Interview mit Susanne Herbst von der Wirtschaftsförderung Wesermarsch GmbH
Brake. Die Textilbetriebswirtin Susanne Herbst von der Wirtschaftsförderung Wesermarsch GmbH und dem Verbund familienfreundlicher Unternehmen Wesermarsch / Friesland e.V. hat im Juli 2022 das erste Mal das Siegel für Familienfreundlichkeit verliehen. Ausgezeichnet wurde die Gemeinde Ovelgönne. In dem folgenden Interview gibt sie einen Einblick, wie Unternehmen sich in punkto Familienfreundlichkeit verbessern können.
Frau Herbst, welche Voraussetzungen musste man für diese Auszeichnung erfüllen?
Die erste Voraussetzung ist die Mitgliedschaft in unserem Verbund, denn nur Mitgliedsunternehmen können sich durch uns zertifizieren lassen. Jeder Arbeitgeber hat sehr individuelle familienfreundliche Angebote. Das soll auch im Zuge der Zielvereinbarung so herausgearbeitet werden. Dafür kommen einige Mitarbeitende aus dem jeweiligen Unternehmen zu einem vom Verbund moderierten Workshop zusammen.

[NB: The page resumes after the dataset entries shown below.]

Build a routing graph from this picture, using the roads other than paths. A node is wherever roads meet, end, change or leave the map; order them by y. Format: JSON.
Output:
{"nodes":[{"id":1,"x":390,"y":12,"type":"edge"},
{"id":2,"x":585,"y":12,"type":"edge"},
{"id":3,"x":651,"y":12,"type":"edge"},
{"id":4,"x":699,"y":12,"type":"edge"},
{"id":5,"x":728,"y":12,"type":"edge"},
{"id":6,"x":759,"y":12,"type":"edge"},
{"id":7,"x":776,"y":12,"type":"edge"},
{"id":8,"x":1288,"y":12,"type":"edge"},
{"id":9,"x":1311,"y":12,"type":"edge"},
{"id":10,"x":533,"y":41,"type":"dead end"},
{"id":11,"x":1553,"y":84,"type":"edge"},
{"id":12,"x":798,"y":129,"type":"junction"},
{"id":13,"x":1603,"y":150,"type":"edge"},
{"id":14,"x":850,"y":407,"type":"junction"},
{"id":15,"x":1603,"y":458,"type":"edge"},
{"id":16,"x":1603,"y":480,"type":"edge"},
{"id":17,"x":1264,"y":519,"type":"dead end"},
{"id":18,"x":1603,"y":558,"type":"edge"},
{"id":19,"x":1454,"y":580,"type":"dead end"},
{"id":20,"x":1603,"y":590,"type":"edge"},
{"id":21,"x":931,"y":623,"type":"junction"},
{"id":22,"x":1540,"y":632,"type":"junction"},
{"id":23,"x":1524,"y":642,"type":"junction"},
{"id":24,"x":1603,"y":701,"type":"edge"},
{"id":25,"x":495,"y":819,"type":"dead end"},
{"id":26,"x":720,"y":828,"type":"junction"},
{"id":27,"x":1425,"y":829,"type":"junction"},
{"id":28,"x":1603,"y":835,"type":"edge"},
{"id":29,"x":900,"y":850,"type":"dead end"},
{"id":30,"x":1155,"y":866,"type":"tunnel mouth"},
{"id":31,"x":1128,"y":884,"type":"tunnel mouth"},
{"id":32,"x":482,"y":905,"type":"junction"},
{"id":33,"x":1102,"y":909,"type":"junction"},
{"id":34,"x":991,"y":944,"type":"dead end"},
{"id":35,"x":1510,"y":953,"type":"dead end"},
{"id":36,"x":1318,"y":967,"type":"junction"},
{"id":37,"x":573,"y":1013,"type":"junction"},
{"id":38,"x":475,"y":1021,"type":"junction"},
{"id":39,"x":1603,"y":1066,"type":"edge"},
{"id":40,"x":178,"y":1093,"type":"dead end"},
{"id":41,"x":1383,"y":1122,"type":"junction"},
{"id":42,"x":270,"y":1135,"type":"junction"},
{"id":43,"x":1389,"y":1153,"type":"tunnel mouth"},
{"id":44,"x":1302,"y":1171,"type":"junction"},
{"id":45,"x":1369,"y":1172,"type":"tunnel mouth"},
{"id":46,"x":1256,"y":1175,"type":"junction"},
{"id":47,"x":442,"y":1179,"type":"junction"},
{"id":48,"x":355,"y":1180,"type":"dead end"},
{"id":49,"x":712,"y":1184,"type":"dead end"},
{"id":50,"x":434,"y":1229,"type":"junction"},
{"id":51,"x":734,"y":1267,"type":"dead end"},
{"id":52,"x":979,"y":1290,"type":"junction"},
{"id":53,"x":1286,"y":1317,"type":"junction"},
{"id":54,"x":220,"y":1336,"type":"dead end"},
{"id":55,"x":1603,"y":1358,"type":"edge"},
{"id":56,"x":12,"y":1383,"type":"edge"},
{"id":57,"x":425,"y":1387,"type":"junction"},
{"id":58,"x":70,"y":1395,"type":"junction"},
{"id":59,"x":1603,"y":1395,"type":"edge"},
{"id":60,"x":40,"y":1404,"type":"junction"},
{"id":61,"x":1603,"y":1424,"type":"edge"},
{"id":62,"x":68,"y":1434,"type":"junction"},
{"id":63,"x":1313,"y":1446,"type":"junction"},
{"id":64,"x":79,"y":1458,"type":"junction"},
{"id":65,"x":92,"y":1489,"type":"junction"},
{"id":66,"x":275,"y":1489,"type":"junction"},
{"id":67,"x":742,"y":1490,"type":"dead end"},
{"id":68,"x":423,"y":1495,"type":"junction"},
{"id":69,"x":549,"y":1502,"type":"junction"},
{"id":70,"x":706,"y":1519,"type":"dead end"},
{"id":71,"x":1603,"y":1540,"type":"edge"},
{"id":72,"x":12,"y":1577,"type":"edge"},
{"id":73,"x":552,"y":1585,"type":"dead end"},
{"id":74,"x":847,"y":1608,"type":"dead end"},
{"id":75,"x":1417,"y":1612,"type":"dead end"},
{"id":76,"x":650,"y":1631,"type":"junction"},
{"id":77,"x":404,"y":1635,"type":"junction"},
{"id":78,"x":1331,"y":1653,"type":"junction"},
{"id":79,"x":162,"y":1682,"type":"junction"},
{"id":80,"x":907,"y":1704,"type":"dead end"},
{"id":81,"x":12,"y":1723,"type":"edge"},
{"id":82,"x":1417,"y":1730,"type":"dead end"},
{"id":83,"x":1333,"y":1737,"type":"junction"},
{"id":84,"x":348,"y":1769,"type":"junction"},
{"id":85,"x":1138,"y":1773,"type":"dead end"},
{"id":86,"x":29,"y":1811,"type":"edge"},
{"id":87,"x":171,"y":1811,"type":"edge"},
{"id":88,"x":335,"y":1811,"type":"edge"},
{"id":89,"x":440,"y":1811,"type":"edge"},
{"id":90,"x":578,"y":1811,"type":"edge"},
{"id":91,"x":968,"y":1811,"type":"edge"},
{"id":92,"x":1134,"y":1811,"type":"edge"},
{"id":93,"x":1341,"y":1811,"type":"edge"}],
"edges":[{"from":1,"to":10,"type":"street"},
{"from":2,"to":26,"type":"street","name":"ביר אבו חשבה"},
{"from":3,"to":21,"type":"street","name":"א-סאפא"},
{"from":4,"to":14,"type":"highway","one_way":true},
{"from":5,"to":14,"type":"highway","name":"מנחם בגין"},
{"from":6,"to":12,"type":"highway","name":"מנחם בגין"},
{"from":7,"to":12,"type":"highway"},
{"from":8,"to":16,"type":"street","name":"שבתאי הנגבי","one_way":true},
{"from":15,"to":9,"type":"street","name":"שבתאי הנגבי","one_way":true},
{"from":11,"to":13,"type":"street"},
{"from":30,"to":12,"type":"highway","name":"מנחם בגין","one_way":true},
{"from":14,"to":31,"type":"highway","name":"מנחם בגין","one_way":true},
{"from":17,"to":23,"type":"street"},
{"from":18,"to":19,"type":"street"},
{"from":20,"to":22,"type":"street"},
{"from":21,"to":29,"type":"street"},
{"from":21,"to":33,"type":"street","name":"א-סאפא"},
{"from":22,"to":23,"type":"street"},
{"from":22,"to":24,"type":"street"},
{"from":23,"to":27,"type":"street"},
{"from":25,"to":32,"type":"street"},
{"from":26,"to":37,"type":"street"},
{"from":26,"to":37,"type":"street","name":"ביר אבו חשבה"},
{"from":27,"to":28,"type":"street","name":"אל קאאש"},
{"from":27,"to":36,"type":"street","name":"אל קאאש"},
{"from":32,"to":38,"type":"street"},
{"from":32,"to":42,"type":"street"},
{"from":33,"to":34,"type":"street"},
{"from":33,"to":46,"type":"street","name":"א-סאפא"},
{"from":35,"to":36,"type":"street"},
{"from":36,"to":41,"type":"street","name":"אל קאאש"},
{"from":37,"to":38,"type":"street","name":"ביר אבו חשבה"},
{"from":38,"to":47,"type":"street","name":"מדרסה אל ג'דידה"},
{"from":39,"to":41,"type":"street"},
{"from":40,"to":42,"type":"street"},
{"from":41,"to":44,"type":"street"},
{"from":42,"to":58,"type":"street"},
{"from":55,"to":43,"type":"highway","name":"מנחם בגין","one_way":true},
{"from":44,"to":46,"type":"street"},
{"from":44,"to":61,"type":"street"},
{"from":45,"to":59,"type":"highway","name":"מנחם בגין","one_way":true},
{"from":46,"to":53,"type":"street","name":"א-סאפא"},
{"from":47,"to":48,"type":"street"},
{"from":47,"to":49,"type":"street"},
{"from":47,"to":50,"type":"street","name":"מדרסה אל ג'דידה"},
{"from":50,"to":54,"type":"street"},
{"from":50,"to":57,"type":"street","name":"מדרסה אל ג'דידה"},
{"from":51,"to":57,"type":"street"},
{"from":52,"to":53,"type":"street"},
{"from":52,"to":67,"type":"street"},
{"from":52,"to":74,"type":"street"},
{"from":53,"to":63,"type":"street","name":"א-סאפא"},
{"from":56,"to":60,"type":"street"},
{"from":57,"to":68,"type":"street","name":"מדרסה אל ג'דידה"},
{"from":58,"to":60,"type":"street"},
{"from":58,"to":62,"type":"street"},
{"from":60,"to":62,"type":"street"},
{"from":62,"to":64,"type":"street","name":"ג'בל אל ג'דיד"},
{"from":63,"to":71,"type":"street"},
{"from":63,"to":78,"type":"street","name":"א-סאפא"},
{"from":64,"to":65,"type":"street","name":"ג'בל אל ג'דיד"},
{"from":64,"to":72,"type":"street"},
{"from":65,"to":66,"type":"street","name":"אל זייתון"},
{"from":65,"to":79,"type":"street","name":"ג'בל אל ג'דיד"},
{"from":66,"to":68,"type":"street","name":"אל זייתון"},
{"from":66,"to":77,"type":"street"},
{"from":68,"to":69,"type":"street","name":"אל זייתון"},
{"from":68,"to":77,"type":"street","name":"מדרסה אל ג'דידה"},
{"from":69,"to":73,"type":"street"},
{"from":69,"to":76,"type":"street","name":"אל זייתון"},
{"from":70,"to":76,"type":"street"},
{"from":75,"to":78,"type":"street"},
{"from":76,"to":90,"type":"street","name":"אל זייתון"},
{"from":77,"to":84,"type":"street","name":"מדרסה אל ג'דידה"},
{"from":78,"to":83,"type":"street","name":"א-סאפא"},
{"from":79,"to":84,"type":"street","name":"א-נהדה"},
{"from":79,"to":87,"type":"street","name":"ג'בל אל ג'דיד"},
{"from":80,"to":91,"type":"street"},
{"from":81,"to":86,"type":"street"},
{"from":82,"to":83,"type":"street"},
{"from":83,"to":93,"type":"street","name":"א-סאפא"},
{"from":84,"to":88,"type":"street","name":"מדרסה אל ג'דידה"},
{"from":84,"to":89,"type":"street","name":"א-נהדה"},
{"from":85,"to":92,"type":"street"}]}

Im Anschluss führt eine Moderatorin vom Verbund einen Dialog mit der Geschäftsführung. Wird die Zielvereinbarung vom Arbeitgeber umgesetzt, erhält das Unternehmen das Siegel „Familienfreundliches Unternehmen“ und geht in die Umsetzungsphase. Eine Re-Zertifizierung erfolgt nach zwei Jahren.
Gibt es schon viele Kandidaten für dieses Jahr? Und welchen Wert hat so ein Siegel für die Betriebe?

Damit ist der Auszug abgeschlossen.